Just as entrepreneurs getting into the retail pot industry need a good lawyer, some of those lawyers might be wise to consult an attorney of their own.
Lawyers in the burgeoning business are entering a legal gray zone where the drug is permitted for some purpose in most states but illegal under federal law — in the same controlled substances category as heroin. Missteps could lead to prosecution for conspiracy, money laundering or aiding and abetting drug dealers.
“Any lawyer that goes into this should be aware that a literal reading of federal law permits such a prosecution,” said Sam Kamin, a University of Denver marijuana policy law professor, whose research five years ago found lawyers more susceptible to being disbarred than criminally charged for cannabis-related work. “It probably makes sense for a lawyer to at least talk to a legal ethicist or get an opinion from a legal ethicist.”
Attorney General Jeff Sessions recently reiterated his opposition to legal weed, and a congressional amendment prohibiting federal prosecutors from targeting medical marijuana is due to expire at the end of the year.
Sessions has not said if he will reverse a longstanding Justice Department policy not to interfere with purveyors complying with state laws but to focus prosecutions on trafficking, sales to minors, cartels and gangs in the business, violence or gun use in cultivation or distribution, and pot grown on public land.
Despite a few instances of lawyers being prosecuted in federal and state court — including a pending San Diego County case — more attorneys are jumping into cannabis law. Legal needs range from financing to permits, real estate, water law, intellectual property, contracts and banking.
With California allowing recreational pot retail sales Jan. 1, interested investors are reaching out to attorneys like Mitch Kulick to find out how to safely finance the potentially lucrative industry.
Kulick, a New York lawyer who offers his expertise in many states, recently gave his typical scare spiel to a real estate magnate about the possible legal consequences, and said he could only help mitigate risk so much.
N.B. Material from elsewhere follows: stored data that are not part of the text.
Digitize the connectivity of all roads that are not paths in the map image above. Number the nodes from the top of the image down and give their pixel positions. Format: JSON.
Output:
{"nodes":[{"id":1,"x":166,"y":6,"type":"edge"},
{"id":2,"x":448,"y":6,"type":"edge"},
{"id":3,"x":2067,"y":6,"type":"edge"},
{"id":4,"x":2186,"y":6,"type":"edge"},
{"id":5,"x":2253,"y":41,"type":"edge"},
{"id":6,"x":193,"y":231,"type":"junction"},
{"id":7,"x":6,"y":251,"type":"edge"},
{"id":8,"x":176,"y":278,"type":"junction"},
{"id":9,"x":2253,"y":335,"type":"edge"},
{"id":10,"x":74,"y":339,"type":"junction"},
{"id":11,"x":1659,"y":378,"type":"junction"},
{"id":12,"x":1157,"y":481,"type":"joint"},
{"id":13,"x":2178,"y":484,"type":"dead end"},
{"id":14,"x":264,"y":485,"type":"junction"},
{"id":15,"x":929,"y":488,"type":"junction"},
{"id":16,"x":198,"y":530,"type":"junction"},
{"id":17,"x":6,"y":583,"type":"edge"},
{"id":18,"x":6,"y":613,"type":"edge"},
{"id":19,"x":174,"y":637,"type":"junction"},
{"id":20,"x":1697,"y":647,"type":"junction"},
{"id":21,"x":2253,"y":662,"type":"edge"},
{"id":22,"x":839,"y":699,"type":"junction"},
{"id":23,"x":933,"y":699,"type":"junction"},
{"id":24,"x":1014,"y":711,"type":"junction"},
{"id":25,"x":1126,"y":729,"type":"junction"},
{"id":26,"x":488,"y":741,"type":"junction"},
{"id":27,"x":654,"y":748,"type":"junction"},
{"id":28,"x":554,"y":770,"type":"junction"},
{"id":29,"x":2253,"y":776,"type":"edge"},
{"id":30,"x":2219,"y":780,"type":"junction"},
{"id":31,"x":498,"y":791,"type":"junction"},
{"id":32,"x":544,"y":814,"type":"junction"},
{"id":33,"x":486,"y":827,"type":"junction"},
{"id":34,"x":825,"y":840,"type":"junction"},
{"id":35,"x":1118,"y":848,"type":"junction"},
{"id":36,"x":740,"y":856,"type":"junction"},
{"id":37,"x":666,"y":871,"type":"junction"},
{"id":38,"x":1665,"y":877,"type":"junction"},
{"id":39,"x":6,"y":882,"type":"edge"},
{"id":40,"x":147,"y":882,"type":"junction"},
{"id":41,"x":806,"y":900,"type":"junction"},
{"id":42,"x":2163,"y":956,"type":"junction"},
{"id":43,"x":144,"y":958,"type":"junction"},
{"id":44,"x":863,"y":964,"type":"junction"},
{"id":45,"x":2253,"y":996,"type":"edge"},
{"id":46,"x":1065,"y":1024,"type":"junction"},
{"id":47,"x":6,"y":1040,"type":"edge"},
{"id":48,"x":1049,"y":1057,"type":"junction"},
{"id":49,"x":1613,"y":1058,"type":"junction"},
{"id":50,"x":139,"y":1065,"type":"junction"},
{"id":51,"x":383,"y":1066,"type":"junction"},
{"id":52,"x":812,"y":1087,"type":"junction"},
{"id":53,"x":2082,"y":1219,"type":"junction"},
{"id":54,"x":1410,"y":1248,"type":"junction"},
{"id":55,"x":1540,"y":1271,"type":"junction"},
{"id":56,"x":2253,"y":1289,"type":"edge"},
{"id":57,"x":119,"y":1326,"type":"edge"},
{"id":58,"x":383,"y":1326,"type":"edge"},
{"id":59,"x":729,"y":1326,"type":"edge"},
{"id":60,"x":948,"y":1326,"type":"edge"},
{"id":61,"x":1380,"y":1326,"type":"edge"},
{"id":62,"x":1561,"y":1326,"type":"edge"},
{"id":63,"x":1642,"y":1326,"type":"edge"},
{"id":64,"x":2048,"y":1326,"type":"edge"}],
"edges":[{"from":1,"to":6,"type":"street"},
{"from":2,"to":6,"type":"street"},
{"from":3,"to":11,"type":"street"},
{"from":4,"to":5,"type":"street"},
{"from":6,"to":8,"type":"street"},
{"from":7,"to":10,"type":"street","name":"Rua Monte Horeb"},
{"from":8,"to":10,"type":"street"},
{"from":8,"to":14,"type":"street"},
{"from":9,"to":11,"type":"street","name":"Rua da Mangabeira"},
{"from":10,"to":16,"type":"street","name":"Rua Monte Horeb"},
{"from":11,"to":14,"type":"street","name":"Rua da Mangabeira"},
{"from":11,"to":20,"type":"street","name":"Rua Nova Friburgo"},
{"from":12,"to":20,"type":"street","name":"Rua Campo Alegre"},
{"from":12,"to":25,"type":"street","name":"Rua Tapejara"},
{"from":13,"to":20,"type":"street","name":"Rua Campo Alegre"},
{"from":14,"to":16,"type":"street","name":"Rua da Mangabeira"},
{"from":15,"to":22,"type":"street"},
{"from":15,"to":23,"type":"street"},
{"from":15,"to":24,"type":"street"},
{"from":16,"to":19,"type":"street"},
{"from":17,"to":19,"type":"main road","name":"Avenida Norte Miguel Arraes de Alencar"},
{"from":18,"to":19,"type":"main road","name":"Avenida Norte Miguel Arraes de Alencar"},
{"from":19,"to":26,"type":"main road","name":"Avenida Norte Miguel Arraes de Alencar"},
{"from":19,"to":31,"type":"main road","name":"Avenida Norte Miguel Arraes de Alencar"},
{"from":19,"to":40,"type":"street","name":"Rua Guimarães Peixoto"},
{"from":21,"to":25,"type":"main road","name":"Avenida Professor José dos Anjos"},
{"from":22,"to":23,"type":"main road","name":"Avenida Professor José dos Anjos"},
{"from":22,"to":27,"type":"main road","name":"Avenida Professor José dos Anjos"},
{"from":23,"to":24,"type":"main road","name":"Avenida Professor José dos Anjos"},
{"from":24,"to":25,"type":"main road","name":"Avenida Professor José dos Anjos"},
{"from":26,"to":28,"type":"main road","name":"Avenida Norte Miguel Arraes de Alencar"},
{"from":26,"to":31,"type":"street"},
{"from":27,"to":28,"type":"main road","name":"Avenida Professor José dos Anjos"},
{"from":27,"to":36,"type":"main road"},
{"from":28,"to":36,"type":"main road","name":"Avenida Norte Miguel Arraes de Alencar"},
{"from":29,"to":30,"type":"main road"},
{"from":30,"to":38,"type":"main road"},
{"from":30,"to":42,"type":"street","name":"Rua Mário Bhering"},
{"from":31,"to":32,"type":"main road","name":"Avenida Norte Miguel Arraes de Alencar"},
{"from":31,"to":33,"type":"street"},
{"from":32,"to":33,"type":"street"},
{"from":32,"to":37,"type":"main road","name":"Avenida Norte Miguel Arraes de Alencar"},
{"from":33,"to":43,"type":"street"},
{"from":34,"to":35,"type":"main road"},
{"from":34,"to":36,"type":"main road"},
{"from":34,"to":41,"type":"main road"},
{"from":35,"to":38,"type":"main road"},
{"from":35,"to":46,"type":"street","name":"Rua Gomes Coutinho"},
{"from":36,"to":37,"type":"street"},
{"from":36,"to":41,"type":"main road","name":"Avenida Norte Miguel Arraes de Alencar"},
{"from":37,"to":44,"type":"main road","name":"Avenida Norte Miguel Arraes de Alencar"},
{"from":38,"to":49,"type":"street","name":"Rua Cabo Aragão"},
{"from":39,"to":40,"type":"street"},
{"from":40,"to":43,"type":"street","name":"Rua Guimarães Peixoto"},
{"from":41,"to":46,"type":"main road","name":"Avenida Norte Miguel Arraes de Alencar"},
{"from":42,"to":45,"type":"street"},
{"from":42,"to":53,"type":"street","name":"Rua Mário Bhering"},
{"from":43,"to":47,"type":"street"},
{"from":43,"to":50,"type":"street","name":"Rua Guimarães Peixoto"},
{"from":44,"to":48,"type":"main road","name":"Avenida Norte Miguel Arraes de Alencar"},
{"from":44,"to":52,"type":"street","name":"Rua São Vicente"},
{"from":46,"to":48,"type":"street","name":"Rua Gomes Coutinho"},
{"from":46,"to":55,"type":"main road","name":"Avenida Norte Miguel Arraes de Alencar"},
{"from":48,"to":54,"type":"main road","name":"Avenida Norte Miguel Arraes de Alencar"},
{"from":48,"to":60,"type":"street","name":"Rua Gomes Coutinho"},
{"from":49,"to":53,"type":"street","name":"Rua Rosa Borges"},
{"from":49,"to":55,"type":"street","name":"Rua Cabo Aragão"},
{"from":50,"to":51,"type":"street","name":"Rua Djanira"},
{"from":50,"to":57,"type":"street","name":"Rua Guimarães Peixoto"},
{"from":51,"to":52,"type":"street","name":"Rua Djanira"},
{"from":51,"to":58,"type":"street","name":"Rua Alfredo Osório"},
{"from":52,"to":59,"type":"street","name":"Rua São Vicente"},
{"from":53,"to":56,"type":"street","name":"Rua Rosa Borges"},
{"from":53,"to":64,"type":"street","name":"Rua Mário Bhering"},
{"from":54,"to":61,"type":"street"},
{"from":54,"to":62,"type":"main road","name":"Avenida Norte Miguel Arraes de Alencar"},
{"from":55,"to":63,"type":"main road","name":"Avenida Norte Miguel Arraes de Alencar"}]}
“At a certain point, you have to realize this is against the law. There’s no insurance policy to take away the risk,” Kulick said he told the man. “If I was already a billionaire, I might not be taking the risk.”
Kulick, who once worked as a lawyer for the Securities and Exchange Commission and a major international firm, had to do a similar risk analysis and soul searching before deciding to commit to the higher cause, so to speak.
There has been a tipping point for many lawyers setting up boutique pot law firms and jumping from old-school law firms as demand for their services trumps fear of legal repercussions and the stoner stigma fades as more states legalize marijuana use.
Attorney Chris Davis, who grew up in Berkeley around friends and family who use the drug, found people operating in the shadows who wanted to go legit when he returned to California from New York two years ago.
“So many people were asking how to go legal and how to worry less,” said Davis, executive director of the National Cannabis Bar Association, which has about 300 members in the U.S. and Canada and is growing rapidly. “It became impossible to turn people away.”
Lawyers specializing in the business see themselves at the frontier. That leaves a fascinating opportunity to shape laws and regulations and the daunting prospect of the unknown.
“Lawyers like things to be settled,” Davis said. “It’s hard to get a lawyer to give you a yes or no answer. In the cannabis industry, there really is no yes or no answer.”
Some state bar associations have given lawyers cover to counsel marijuana clients within the bounds of state law. Others say federal law keeps the area off-limits because ethical rules prevent them from helping clients commit crimes.
Attorney Larry Donahue had several medical marijuana clients at his firm in Albuquerque, New Mexico, until the state bar issued a January 2016 opinion that said lawyers could be exposed to ethics charges for such work. Donahue had to terminate four or five clients.
“It was a very chilling opinion,” he said. “It basically scared the hell out of us.”
While prosecutions of attorneys are rare, a case in San Diego has gotten the attention of many lawyers, mainly because of aggressive tactics employed by the district attorney.
Attorney Jessica McElfresh was charged with several felonies alleging she helped a client hide evidence of marijuana manufacturing.
The case might have received less notice if prosecutors didn’t unsuccessfully try to get around the sacrosanct lawyer-client privilege and seek communications with all her marijuana clients.
McElfresh, who vehemently denies the charges, said she knew specializing in pot law carried risks, but she couldn’t foresee “in a million years” police raiding her house. She and her boyfriend and mother were escorted into her backyard, where she was handcuffed barefoot in her pajamas during the search.
She said she didn’t take the risks some lawyers do by sitting on the boards of a client’s company, owning a share in a business or introducing clients to one another.
“I am one of the most conservative and boring people you would ever meet in cannabis law,” she said. “The only way I could have been more careful would have been not to engage in this area of law at all.”
A new district attorney took office after McElfresh was charged and allowed five co-defendants facing similar charges to plead guilty last month to misdemeanors and get probation.
The San Diego district attorney’s office wouldn’t comment, but in a statement cited the recreational pot law passed by voters last year and the new administration’s “changing focus” as part of the reason for the plea deals. It’s not clear if that change will affect McElfresh’s pending case.